You’ve burned and ranted to yourself each time you come in contact with a certain pretty gal friend of his.

There you are, just sitting beside your boyfriend, downing a cup of latte, filled to the brim with love.

And then it happens.

You hear a high pitched ‘Hiii!’ and one second later, you’re forced to slide aside as this good girl pal of his joins the both of you, and plonks herself next to your man.

Now really, next to your man?! WTF!

There’s so much space on the other side of the table, and yet, she needs to stick to him!

Grr… that’s all you can hear within yourself. This gets really frustrating.

Who the hell is this girl to intrude into your private romantic time?

And to make things worse, she gives your man a bone crushing hug and makes sure her breasts spread all over his chest like peanut butter on toast!

And then she gives him a peck on the cheek that is so dangerously close to his lips.

Putting up with your boyfriend’s girl best friend

I wouldn’t be surprised if I saw sparks erupt off your hair strands.
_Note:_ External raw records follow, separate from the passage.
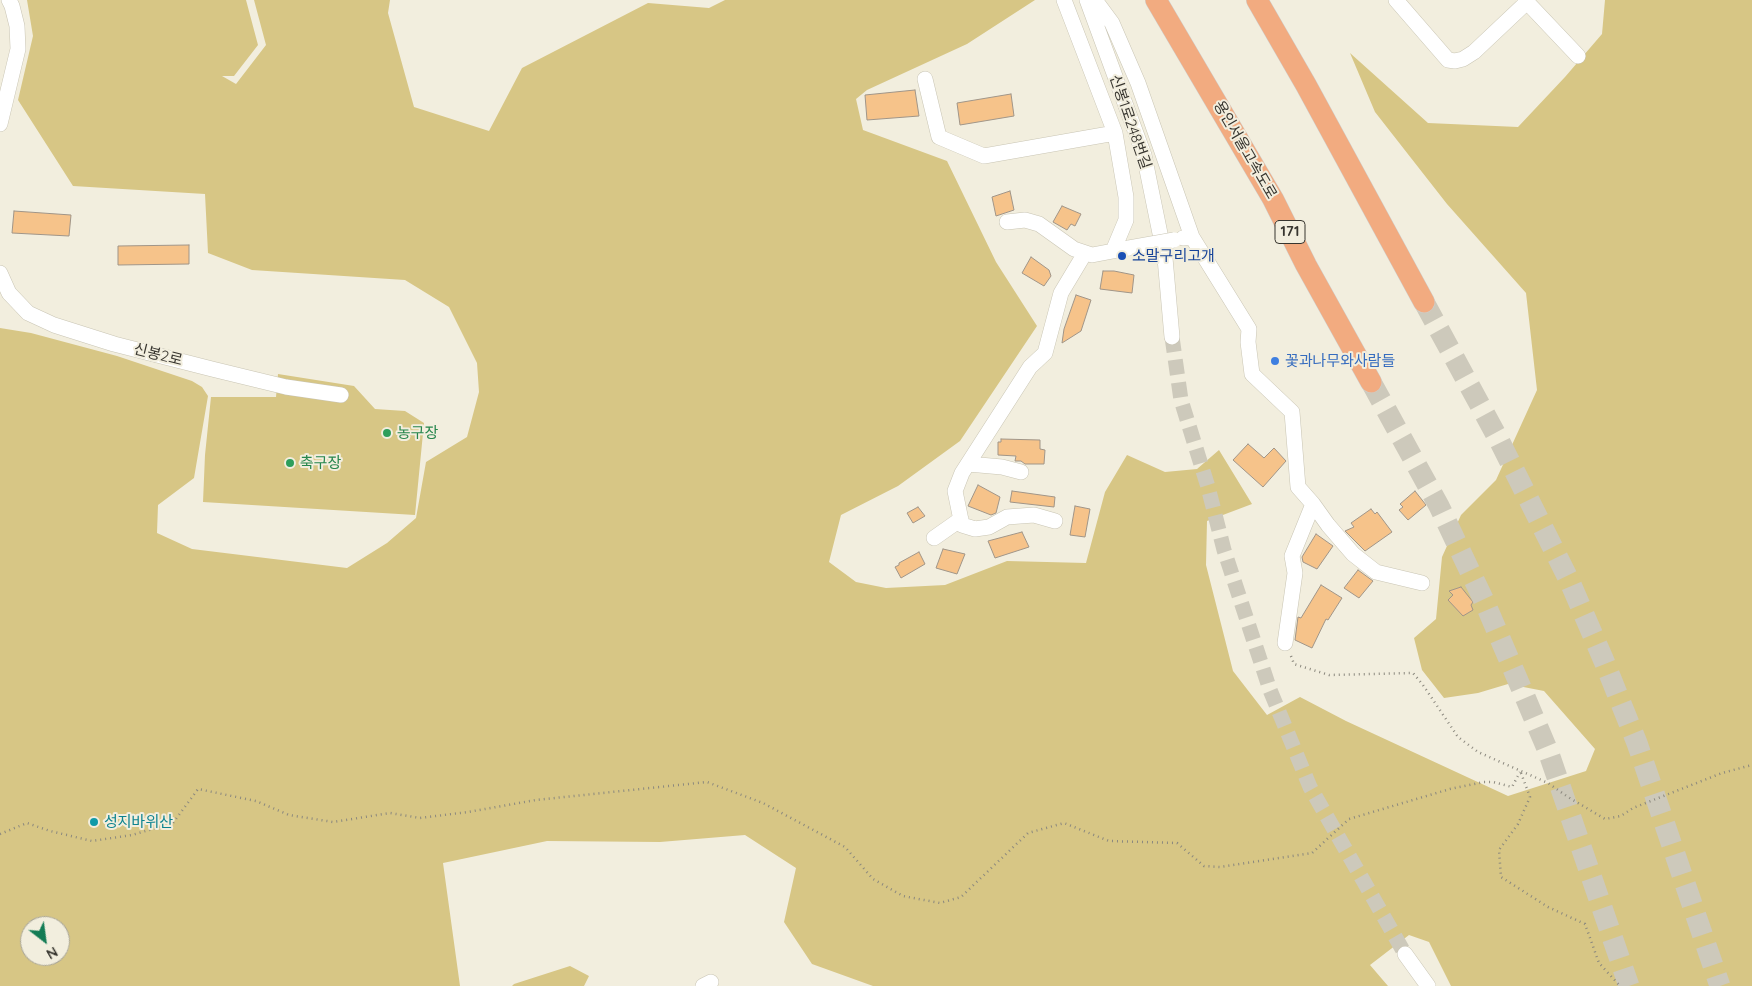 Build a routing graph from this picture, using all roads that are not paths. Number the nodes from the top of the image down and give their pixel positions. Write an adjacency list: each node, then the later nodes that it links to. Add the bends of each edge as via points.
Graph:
1 (9, 0): 11 (street, via 17,26 18,50)
2 (1064, 0): 12 (street)
3 (1087, 0): 19 (street, 신봉1로248번길, via 1144,155 1165,258)
4 (1095, 0): 14 (street, via 1112,23 1138,83)
5 (1156, 0): 20 (highway, 용인서울고속도로 / 171, via 1273,199)
6 (1257, 0): 18 (highway)
7 (1396, 0): 8 (street, via 1448,60 1455,61 1474,52)
8 (1526, 1): 9 (street)
9 (1578, 56)
10 (925, 79): 12 (street, via 939,137 984,156)
11 (0, 124)
12 (1115, 132): 15 (street, via 1126,198 1126,220)
13 (1008, 222): 16 (street, via 1025,220 1039,224)
14 (1192, 237): 15 (street, bridge); 24 (street, via 1249,329 1252,374 1292,412 1298,487)
15 (1113, 251): 16 (street)
16 (1085, 253): 22 (street, via 1061,293 1044,353 1030,367)
17 (0, 273): 21 (street, 신봉2로, via 9,293 28,313 54,325 212,369 286,387)
18 (1424, 302)
19 (1172, 337)
20 (1371, 382)
21 (341, 395)
22 (968, 464): 23 (street); 26 (street, via 955,491)
23 (1020, 472)
24 (1313, 504): 28 (street, via 1353,554 1376,572); 29 (street, via 1292,556 1295,573)
25 (1056, 521): 26 (street, via 1034,515 1007,517 975,530)
26 (961, 522): 27 (street)
27 (934, 538)
28 (1422, 583)
29 (1285, 643)
30 (1405, 954): 31 (street)
31 (1428, 986) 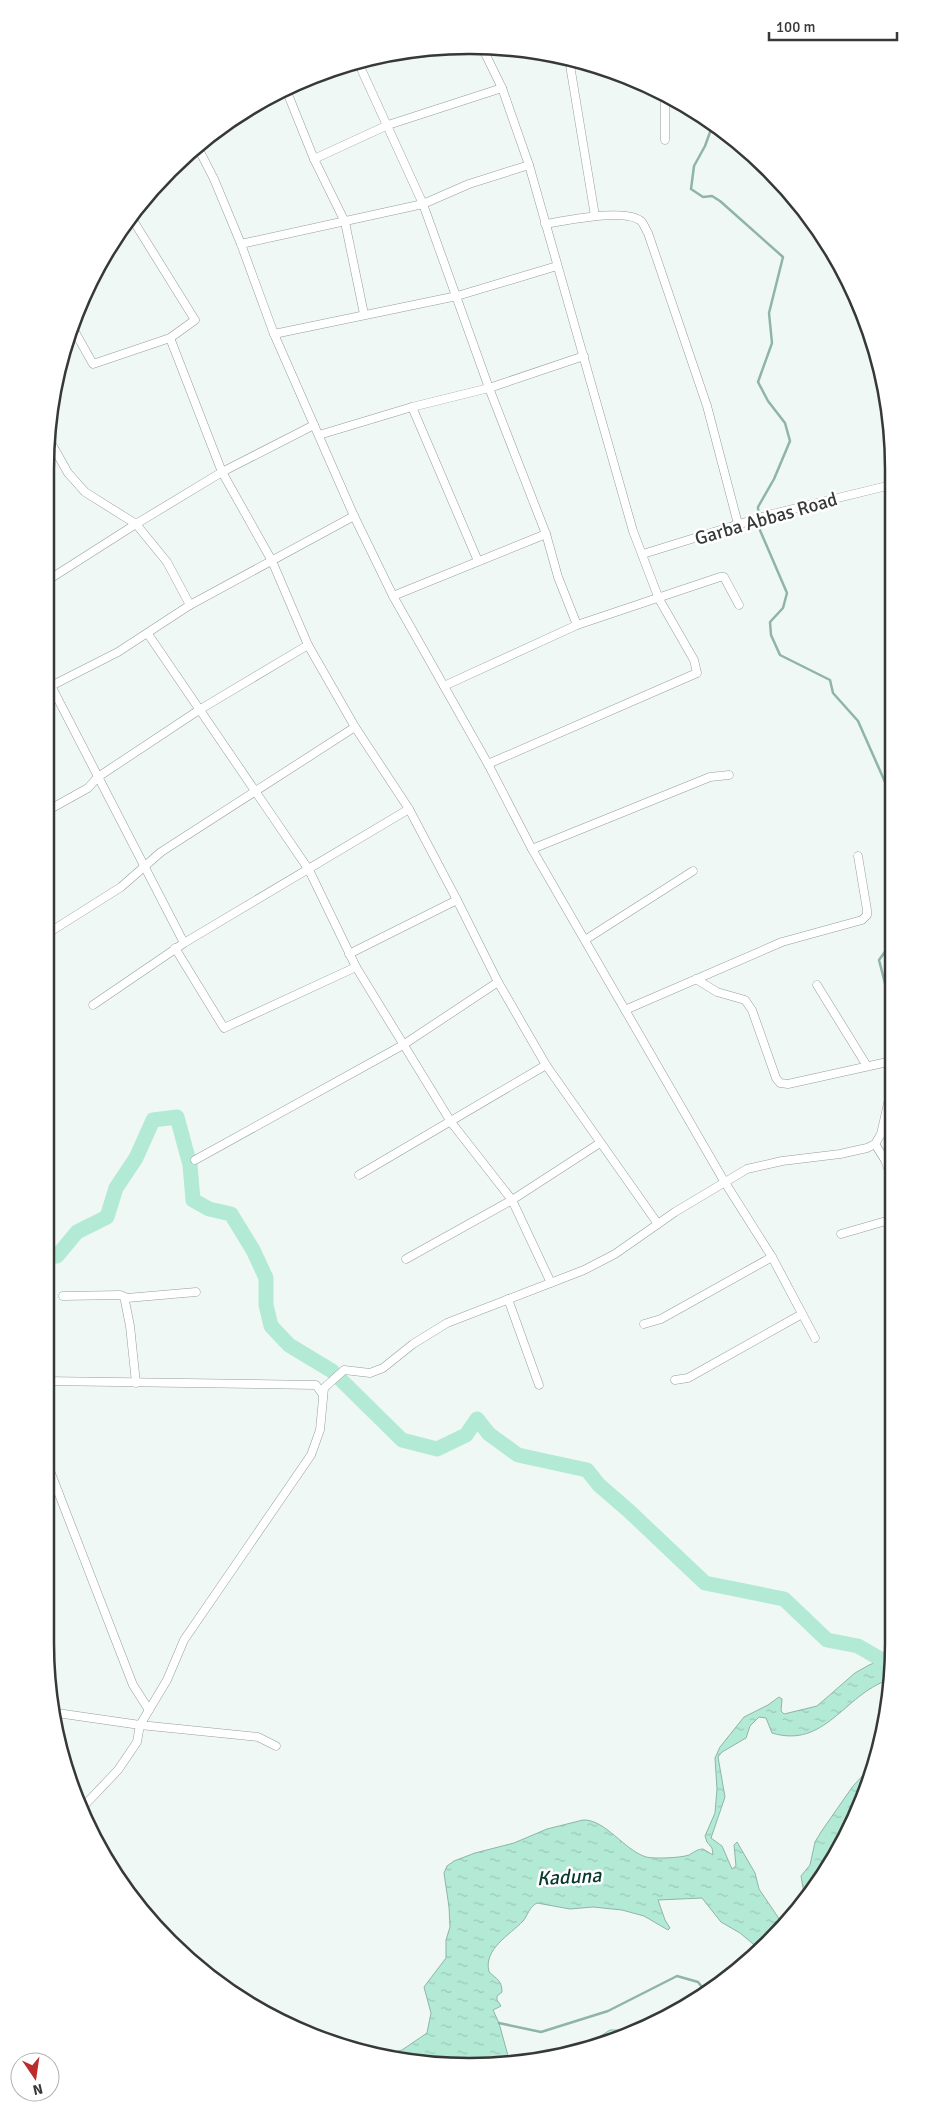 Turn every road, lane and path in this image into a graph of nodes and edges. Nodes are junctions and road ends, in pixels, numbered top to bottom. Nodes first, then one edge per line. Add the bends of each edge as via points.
1 (486, 55) edge
2 (570, 66) edge
3 (361, 68) edge
4 (502, 88) junction
5 (289, 95) edge
6 (665, 103) edge
7 (388, 125) junction
8 (665, 140) dead end
9 (200, 153) edge
10 (314, 159) junction
11 (529, 165) junction
12 (423, 204) junction
13 (594, 216) junction
14 (345, 222) junction
15 (135, 223) edge
16 (545, 224) junction
17 (241, 244) junction
18 (557, 266) junction
19 (457, 296) junction
20 (364, 314) junction
21 (274, 334) junction
22 (76, 335) edge
23 (170, 338) junction
24 (584, 356) junction
25 (488, 388) junction
26 (412, 407) junction
27 (314, 425) junction
28 (319, 435) junction
29 (55, 449) edge
30 (222, 472) junction
31 (885, 486) edge
32 (354, 516) junction
33 (136, 524) junction
34 (738, 524) junction
35 (546, 534) junction
36 (643, 554) junction
37 (272, 561) junction
38 (478, 561) junction
39 (54, 576) edge
40 (393, 596) junction
41 (659, 599) junction
42 (190, 605) junction
43 (739, 605) dead end
44 (577, 625) junction
45 (148, 634) junction
46 (308, 645) junction
47 (54, 683) edge
48 (444, 686) junction
49 (54, 697) edge
50 (199, 710) junction
51 (355, 727) junction
52 (488, 764) junction
53 (729, 775) dead end
54 (98, 777) junction
55 (255, 792) junction
56 (54, 807) edge
57 (409, 809) junction
58 (532, 848) junction
59 (858, 856) dead end
60 (146, 866) junction
61 (309, 870) junction
62 (693, 871) dead end
63 (458, 900) junction
64 (54, 929) edge
65 (585, 940) junction
66 (184, 942) junction
67 (175, 948) junction
68 (349, 954) junction
69 (356, 967) junction
70 (696, 979) junction
71 (498, 982) junction
72 (817, 985) dead end
73 (93, 1005) dead end
74 (625, 1010) junction
75 (403, 1045) junction
76 (885, 1062) edge
77 (546, 1065) junction
78 (867, 1066) junction
79 (885, 1117) edge
80 (451, 1122) junction
81 (600, 1143) junction
82 (876, 1144) junction
83 (195, 1160) dead end
84 (885, 1160) edge
85 (359, 1175) dead end
86 (724, 1181) junction
87 (512, 1200) junction
88 (885, 1220) edge
89 (658, 1224) junction
90 (841, 1234) dead end
91 (772, 1257) junction
92 (406, 1258) dead end
93 (552, 1282) junction
94 (196, 1292) dead end
95 (63, 1296) dead end
96 (126, 1298) junction
97 (508, 1299) junction
98 (802, 1314) junction
99 (644, 1324) dead end
100 (815, 1338) dead end
101 (676, 1380) dead end
102 (54, 1381) edge
103 (136, 1383) junction
104 (539, 1384) dead end
105 (323, 1392) junction
106 (54, 1481) edge
107 (149, 1710) junction
108 (60, 1712) edge
109 (140, 1725) junction
110 (276, 1746) dead end
111 (86, 1804) edge

1 - 4 street
2 - 13 street
3 - 7 street
4 - 7 street
4 - 11 street
5 - 10 street
6 - 8 street
7 - 10 street
7 - 12 street
9 - 17 street
10 - 14 street
11 - 12 street via 469,184
11 - 16 street
12 - 14 street
12 - 19 street
13 - 16 street
13 - 34 street via 629,216 642,222 648,233 707,406
14 - 17 street
14 - 20 street
15 - 23 street via 195,320
16 - 18 street
17 - 21 street
18 - 19 street
18 - 24 street
19 - 20 street
19 - 25 street
20 - 21 street
21 - 27 street
22 - 23 street via 93,364
23 - 30 street
24 - 25 street
24 - 36 street via 633,531
25 - 26 street
25 - 35 street
26 - 28 street
26 - 38 street
27 - 28 street
27 - 30 street
28 - 32 street
29 - 33 street via 68,473 85,492
30 - 33 street
30 - 37 street
31 - 34 street, Garba Abbas Road
32 - 37 street
32 - 40 street
33 - 39 street
33 - 42 street via 167,562
34 - 36 street, Garba Abbas Road
35 - 38 street
35 - 44 street via 558,577
36 - 41 street
37 - 42 street
37 - 46 street
38 - 40 street
40 - 48 street
41 - 43 street via 724,577
41 - 44 street
41 - 52 street via 694,660 697,674
42 - 45 street
44 - 48 street
45 - 47 street
45 - 50 street
46 - 50 street
46 - 51 street
48 - 52 street
49 - 54 street
50 - 54 street
50 - 55 street
51 - 55 street
51 - 57 street
52 - 58 street
53 - 58 street via 710,777
54 - 56 street via 88,788
54 - 60 street
55 - 60 street via 161,852
55 - 61 street
57 - 61 street
57 - 63 street
58 - 65 street
59 - 70 street via 867,910 862,920 782,942
60 - 64 street via 121,887
60 - 66 street
61 - 66 street
61 - 68 street
62 - 65 street
63 - 68 street
63 - 71 street
65 - 74 street
66 - 67 street
67 - 69 street via 224,1028
67 - 73 street
68 - 69 street
69 - 75 street
70 - 74 street
70 - 78 street via 717,992 745,1000 752,1010 780,1083 788,1084
71 - 75 street
71 - 77 street
72 - 78 street
74 - 86 street
75 - 80 street
75 - 83 street
76 - 78 street
77 - 80 street
77 - 81 street
79 - 82 street
80 - 85 street
80 - 87 street
81 - 87 street
81 - 89 street
82 - 84 street
82 - 86 street via 840,1154 747,1169
86 - 89 street
86 - 91 street
87 - 92 street
87 - 93 street
88 - 90 street
89 - 93 street via 602,1261
91 - 98 street
91 - 99 street via 661,1319
93 - 97 street
94 - 96 street
95 - 96 street via 120,1295
96 - 103 street
97 - 104 street
97 - 105 street via 448,1323 413,1344 383,1368 370,1373 344,1370
98 - 100 street
98 - 101 street via 688,1378
102 - 103 street
103 - 105 street via 316,1385
105 - 107 street via 320,1430 311,1455 184,1640 167,1680
106 - 107 street via 133,1685
107 - 109 street
108 - 109 street
109 - 110 street via 258,1736
109 - 111 street via 137,1742 118,1770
She then holds his free hand (the one you’re not yet holding) and starts stroking it, and coos into his ear and giggles madly about something you can’t really hear. Now, isn’t cooing your job? And doesn’t this girl have something better to do? And why does she have to keep kissing his cheeks and hug him all the time, especially when you’re around!

Well, it is sad, miserable and just utterly annoying. But what can you do about it? Unfortunately, nothing!

Why? Because she’s his best friend and they’ve known each other way before you even got into the picture.

Like that’s a valid reason, right?! But still, that’s what your man says, and that’s what you’re forced to believe. But you obviously can’t stop hating this girl who torments your thoughts and your secure relationship in such a subtle and yet blatant manner.

Do you hate your boyfriend’s girl best friend?

Now, if you’re really pondering over this question, that’s just way too silly. Of course, you hate her.

Why? Because she turns your man’s antennas on each time she comes by. And your man feels awkward and blushes when she playfully strokes his cheeks or squeezes his butt cheeks. [Read: Flirting by touching]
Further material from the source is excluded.